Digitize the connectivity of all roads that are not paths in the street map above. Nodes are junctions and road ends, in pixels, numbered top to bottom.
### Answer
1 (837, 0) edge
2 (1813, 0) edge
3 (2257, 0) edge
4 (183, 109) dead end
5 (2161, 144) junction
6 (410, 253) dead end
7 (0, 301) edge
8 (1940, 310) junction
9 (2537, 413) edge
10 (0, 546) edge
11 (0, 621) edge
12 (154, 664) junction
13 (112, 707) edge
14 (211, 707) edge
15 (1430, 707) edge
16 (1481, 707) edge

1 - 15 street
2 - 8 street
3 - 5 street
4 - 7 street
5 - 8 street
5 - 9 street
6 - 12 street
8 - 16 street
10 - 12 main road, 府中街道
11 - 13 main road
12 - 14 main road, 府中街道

= = = = = = =

Exactly as written above, set down the whole listing again.

* **Output of the task**
Digitize the connectivity of all roads that are not paths in the street map above. Nodes are junctions and road ends, in pixels, numbered top to bottom.
### Answer
1 (837, 0) edge
2 (1813, 0) edge
3 (2257, 0) edge
4 (183, 109) dead end
5 (2161, 144) junction
6 (410, 253) dead end
7 (0, 301) edge
8 (1940, 310) junction
9 (2537, 413) edge
10 (0, 546) edge
11 (0, 621) edge
12 (154, 664) junction
13 (112, 707) edge
14 (211, 707) edge
15 (1430, 707) edge
16 (1481, 707) edge

1 - 15 street
2 - 8 street
3 - 5 street
4 - 7 street
5 - 8 street
5 - 9 street
6 - 12 street
8 - 16 street
10 - 12 main road, 府中街道
11 - 13 main road
12 - 14 main road, 府中街道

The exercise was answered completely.